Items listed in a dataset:

┄┄┄┄┄┄

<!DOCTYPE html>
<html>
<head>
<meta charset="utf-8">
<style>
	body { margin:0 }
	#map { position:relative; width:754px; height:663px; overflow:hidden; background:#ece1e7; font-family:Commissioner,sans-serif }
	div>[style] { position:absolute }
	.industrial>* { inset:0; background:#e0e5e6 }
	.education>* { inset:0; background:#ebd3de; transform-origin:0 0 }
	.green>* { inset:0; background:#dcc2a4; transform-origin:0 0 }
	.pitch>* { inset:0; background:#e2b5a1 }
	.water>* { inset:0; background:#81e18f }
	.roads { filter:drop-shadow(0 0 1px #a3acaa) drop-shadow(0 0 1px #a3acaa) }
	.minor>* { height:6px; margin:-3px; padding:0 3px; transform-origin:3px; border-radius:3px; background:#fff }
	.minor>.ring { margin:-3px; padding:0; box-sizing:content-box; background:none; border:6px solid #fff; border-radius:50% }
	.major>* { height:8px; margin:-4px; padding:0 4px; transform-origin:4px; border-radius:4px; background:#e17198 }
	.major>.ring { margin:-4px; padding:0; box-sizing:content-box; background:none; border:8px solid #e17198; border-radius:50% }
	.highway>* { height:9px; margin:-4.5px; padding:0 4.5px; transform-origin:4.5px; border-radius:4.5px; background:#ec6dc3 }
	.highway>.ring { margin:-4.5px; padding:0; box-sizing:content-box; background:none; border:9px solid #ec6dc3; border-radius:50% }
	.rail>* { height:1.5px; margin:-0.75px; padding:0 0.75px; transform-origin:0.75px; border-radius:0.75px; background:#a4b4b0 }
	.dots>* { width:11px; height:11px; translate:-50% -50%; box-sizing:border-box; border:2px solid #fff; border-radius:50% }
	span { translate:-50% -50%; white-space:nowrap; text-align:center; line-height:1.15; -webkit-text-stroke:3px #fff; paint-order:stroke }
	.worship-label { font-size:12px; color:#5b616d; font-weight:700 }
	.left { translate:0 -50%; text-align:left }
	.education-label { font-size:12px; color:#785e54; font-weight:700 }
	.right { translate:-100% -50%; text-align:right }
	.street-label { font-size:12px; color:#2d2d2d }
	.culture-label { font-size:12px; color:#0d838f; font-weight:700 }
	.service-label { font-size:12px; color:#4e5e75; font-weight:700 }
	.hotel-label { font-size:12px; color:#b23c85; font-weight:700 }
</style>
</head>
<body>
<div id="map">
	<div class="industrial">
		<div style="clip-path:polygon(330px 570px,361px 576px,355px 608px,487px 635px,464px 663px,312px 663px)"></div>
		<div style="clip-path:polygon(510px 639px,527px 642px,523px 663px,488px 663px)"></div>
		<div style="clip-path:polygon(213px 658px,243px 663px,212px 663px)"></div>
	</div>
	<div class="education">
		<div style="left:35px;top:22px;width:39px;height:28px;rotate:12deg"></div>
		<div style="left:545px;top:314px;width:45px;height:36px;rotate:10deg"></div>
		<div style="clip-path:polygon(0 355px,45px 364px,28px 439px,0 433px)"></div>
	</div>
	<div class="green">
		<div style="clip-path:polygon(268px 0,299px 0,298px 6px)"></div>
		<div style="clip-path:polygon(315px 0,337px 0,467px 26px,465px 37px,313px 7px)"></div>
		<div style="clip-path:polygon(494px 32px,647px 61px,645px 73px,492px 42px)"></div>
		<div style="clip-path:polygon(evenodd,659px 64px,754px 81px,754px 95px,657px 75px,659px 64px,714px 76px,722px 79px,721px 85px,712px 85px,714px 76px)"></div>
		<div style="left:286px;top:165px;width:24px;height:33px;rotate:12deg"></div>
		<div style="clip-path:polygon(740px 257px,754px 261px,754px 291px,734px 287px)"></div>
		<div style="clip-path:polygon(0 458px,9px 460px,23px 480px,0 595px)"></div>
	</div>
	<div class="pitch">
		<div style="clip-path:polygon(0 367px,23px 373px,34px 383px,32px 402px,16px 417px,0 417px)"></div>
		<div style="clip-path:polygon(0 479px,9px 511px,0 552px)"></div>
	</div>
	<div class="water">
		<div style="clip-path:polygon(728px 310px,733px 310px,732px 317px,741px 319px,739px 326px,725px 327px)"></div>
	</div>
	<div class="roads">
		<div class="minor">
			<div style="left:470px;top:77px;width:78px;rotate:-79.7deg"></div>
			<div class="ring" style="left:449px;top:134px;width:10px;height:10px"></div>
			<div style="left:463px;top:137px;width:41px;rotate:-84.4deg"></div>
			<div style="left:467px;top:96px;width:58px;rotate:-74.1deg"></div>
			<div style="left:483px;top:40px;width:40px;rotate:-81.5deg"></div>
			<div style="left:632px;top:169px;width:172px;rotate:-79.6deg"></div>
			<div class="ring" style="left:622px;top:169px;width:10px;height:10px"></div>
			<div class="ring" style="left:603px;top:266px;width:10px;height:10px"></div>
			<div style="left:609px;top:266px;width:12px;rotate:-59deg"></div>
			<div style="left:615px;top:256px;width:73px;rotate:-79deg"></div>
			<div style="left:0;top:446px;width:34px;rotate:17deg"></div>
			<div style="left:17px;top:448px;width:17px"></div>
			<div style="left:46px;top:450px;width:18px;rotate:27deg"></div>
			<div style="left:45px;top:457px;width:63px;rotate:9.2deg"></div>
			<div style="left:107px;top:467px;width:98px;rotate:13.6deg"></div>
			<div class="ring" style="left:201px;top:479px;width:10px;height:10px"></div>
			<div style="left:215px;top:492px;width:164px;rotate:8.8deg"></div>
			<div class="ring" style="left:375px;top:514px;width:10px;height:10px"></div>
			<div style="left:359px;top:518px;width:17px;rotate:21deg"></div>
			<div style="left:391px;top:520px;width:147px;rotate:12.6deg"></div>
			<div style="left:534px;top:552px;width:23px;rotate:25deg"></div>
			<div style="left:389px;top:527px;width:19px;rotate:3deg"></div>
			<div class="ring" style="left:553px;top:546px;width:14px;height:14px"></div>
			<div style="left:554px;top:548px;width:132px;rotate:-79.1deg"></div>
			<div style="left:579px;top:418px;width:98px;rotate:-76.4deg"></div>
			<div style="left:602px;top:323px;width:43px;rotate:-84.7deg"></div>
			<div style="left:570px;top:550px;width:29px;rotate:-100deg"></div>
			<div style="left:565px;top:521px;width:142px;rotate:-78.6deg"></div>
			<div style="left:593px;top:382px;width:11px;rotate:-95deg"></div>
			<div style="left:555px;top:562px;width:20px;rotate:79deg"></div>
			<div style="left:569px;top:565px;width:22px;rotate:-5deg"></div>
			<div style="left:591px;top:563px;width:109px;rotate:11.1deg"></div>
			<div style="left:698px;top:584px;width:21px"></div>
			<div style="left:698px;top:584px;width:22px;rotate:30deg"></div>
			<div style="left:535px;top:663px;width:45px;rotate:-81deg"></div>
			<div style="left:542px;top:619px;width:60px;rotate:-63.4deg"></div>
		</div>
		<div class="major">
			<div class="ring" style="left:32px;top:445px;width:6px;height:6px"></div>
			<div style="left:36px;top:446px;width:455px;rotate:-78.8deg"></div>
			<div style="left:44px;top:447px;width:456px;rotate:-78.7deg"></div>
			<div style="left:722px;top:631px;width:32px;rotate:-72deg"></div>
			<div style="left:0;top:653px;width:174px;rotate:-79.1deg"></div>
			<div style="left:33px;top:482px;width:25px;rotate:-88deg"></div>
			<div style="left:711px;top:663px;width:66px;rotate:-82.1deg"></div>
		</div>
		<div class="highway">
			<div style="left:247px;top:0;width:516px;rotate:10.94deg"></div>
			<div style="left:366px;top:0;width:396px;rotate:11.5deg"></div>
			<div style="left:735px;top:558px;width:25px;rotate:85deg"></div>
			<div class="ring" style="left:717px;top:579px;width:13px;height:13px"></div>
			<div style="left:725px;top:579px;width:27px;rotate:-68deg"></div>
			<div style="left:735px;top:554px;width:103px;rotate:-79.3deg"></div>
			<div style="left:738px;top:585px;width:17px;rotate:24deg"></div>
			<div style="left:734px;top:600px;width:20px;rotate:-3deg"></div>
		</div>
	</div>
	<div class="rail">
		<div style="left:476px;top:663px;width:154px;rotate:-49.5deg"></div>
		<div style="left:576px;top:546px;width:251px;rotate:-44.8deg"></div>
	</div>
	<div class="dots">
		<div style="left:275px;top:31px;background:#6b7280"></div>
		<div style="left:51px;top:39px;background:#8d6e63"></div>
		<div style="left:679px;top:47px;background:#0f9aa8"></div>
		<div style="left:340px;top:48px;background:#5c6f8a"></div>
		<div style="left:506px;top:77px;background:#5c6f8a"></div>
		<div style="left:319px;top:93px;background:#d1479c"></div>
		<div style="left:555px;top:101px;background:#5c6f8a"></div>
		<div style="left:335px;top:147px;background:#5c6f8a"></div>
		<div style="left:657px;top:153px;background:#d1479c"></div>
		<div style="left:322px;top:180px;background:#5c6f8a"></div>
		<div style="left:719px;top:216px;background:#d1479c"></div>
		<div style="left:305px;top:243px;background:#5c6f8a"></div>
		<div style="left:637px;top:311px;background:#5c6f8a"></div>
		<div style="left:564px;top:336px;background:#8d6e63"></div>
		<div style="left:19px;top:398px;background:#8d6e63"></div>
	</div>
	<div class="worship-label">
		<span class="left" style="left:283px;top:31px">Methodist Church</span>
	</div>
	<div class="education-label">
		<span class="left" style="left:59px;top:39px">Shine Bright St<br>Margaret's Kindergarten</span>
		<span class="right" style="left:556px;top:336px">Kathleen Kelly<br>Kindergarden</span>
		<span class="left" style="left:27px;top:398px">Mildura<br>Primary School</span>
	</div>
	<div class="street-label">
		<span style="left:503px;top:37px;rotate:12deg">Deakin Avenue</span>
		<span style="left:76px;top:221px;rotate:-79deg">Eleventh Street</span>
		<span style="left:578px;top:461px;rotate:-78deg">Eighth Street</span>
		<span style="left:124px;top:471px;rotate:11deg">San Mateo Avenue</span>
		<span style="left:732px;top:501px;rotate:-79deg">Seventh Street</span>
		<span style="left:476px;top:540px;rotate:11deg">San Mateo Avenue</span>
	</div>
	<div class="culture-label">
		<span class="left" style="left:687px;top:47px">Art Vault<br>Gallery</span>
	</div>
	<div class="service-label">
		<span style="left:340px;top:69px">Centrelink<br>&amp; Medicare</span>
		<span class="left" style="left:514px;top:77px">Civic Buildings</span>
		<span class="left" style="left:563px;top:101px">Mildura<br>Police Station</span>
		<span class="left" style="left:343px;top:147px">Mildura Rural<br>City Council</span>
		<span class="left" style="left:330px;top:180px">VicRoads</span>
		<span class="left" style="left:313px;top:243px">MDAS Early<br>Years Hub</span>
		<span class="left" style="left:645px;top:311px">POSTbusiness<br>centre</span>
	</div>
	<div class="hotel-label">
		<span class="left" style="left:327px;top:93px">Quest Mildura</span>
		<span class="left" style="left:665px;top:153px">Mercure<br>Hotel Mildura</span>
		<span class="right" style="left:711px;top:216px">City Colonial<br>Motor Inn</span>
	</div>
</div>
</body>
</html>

┄┄┄┄┄┄

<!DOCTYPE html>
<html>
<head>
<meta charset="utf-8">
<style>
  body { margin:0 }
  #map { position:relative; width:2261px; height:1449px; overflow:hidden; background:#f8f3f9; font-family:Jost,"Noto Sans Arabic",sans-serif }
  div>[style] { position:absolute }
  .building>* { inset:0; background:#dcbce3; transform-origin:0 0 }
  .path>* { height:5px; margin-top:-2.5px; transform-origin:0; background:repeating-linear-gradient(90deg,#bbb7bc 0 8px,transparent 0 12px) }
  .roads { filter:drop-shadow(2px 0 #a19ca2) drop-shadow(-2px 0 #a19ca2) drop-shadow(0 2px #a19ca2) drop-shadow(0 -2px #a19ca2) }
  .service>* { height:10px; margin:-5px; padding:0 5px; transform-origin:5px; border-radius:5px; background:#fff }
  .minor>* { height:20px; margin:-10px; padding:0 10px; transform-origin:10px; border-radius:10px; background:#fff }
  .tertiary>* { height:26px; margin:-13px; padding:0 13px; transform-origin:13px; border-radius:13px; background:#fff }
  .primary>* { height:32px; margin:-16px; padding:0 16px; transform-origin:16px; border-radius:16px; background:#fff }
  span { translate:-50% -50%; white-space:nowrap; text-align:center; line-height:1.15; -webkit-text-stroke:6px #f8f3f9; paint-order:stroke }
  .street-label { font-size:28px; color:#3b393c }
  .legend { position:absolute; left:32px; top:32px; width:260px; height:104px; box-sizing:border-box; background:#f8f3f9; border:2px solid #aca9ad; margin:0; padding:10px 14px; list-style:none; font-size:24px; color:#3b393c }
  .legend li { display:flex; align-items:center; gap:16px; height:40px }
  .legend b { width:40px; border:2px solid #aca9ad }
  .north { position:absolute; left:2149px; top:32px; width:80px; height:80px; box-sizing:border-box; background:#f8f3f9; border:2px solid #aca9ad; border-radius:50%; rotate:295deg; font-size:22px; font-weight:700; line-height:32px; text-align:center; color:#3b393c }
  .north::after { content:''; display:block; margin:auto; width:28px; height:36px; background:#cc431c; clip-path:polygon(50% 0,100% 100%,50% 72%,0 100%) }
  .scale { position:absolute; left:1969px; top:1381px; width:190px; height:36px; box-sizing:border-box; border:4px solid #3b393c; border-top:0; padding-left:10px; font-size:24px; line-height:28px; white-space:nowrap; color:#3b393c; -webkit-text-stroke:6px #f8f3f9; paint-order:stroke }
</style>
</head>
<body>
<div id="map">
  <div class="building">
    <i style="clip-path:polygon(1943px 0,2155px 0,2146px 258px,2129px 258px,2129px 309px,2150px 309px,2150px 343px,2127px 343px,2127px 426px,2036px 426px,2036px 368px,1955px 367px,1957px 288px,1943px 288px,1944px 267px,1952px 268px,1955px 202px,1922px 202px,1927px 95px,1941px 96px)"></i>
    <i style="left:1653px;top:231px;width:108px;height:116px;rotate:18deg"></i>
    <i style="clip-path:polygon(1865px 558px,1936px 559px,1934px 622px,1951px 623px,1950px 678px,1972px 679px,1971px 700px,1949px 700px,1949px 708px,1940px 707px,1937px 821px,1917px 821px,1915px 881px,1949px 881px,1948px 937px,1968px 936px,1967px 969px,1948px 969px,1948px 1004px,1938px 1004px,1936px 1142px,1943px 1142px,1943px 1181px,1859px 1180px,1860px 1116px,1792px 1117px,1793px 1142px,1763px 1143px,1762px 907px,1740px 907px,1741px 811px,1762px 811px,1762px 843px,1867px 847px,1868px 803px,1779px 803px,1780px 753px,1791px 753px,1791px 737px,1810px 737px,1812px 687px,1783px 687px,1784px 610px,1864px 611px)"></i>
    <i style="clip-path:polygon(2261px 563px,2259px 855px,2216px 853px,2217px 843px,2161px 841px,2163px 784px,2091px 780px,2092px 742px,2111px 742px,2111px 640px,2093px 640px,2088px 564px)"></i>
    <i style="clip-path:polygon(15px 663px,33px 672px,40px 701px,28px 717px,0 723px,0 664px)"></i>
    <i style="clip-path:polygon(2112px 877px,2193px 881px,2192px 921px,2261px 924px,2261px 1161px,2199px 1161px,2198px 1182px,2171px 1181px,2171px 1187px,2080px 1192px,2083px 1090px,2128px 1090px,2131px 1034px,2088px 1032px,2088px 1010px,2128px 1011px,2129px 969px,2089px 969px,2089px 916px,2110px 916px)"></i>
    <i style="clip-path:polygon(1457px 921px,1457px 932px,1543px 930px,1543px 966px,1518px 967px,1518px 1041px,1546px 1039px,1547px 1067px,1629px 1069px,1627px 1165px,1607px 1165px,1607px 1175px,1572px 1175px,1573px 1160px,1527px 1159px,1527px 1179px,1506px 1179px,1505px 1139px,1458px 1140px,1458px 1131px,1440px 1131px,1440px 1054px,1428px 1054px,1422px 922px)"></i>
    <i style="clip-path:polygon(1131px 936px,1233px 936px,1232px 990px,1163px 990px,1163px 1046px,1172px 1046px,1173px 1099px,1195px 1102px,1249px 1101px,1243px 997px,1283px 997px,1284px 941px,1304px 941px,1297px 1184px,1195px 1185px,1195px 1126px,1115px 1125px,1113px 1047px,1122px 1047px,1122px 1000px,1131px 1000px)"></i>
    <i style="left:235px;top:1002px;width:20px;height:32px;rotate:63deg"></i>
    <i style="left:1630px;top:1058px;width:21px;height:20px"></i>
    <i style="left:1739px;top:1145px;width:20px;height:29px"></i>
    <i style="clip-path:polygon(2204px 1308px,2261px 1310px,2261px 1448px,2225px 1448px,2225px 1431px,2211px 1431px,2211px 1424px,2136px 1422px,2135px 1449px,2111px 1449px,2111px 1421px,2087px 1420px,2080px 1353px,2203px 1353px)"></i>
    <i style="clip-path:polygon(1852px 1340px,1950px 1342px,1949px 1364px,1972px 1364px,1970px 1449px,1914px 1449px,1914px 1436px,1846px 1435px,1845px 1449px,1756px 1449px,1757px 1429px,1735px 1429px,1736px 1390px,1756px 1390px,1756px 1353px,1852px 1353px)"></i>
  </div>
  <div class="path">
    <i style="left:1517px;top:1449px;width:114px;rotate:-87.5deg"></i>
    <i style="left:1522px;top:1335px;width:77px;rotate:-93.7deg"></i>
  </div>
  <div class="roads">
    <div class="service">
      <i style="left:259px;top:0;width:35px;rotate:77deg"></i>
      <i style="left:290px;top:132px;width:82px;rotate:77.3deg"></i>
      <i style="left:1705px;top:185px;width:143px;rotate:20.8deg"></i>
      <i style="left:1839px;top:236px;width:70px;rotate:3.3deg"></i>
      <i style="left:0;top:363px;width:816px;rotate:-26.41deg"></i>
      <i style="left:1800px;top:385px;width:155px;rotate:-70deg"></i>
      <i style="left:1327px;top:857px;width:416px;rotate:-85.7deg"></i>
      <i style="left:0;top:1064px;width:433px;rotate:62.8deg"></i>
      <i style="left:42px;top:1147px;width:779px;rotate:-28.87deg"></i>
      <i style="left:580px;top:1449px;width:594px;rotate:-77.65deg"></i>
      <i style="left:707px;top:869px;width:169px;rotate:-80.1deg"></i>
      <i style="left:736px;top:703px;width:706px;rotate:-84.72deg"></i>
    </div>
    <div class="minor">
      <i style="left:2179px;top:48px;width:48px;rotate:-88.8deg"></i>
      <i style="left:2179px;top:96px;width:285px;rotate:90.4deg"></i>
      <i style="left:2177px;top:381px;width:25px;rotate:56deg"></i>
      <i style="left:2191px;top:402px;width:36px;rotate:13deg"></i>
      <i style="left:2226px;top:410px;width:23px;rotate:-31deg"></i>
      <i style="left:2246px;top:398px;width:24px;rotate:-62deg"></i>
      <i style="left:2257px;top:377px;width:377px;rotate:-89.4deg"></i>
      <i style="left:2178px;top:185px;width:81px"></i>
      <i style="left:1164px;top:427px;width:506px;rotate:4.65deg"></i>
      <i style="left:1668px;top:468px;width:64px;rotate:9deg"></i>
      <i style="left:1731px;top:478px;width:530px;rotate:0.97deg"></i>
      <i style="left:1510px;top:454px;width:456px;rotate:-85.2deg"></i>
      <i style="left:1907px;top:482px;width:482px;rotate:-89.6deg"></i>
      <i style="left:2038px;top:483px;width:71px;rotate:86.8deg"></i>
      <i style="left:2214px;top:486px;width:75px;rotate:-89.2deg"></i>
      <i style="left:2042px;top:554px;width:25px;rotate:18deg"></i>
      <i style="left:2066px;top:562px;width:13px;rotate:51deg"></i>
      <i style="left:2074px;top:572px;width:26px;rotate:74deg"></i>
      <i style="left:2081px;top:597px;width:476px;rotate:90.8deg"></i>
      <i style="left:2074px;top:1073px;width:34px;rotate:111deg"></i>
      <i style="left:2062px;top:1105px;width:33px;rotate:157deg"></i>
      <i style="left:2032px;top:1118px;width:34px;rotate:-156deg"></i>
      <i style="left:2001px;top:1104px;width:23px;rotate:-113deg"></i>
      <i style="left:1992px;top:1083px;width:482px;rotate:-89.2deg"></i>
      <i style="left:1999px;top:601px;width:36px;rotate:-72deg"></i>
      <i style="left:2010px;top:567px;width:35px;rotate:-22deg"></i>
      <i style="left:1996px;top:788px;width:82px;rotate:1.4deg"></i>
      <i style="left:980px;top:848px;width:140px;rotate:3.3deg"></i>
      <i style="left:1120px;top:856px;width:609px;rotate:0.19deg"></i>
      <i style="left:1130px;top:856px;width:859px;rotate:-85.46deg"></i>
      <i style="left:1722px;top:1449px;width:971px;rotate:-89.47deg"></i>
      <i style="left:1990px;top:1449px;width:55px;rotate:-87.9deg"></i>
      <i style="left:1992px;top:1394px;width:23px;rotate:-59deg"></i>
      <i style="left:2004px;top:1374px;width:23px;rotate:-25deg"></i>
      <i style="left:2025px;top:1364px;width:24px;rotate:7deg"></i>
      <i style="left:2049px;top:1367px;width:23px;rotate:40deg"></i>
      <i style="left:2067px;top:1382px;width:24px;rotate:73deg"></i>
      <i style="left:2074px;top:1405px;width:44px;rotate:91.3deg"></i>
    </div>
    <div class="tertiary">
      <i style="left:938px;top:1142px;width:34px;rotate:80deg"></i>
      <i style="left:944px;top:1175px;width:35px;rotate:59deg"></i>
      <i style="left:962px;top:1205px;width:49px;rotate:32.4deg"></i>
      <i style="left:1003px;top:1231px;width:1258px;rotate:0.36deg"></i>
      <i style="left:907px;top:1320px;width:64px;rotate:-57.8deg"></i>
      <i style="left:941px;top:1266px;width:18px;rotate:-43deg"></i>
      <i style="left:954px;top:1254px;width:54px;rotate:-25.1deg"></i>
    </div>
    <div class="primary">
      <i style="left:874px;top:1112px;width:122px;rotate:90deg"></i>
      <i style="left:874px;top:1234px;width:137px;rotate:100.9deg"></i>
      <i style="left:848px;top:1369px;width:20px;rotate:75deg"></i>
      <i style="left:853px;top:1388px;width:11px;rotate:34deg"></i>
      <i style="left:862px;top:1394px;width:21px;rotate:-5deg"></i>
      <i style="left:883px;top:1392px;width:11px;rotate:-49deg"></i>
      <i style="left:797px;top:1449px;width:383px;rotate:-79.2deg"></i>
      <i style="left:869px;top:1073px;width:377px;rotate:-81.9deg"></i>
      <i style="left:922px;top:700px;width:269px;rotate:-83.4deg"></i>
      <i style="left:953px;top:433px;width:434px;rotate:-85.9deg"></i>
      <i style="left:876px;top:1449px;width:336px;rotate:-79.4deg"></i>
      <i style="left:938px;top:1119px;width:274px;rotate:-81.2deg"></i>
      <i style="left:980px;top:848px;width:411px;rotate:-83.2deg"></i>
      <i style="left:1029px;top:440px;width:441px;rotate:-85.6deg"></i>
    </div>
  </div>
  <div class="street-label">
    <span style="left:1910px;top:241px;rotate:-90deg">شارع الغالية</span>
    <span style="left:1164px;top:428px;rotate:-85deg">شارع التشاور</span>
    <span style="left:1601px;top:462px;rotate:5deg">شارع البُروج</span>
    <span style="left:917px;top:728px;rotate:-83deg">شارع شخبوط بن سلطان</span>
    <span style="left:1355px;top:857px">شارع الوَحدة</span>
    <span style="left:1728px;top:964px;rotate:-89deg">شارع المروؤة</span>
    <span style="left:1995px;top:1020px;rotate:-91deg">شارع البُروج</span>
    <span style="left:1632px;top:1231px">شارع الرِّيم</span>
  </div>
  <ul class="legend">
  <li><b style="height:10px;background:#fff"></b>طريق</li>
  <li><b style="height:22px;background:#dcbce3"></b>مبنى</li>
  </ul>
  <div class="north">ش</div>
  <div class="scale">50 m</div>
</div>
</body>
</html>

┄┄┄┄┄┄

Check every line above for the string "shadow", and copy the ones that have it.

### RESULT
	.roads { filter:drop-shadow(0 0 1px #a3acaa) drop-shadow(0 0 1px #a3acaa) }
  .roads { filter:drop-shadow(2px 0 #a19ca2) drop-shadow(-2px 0 #a19ca2) drop-shadow(0 2px #a19ca2) drop-shadow(0 -2px #a19ca2) }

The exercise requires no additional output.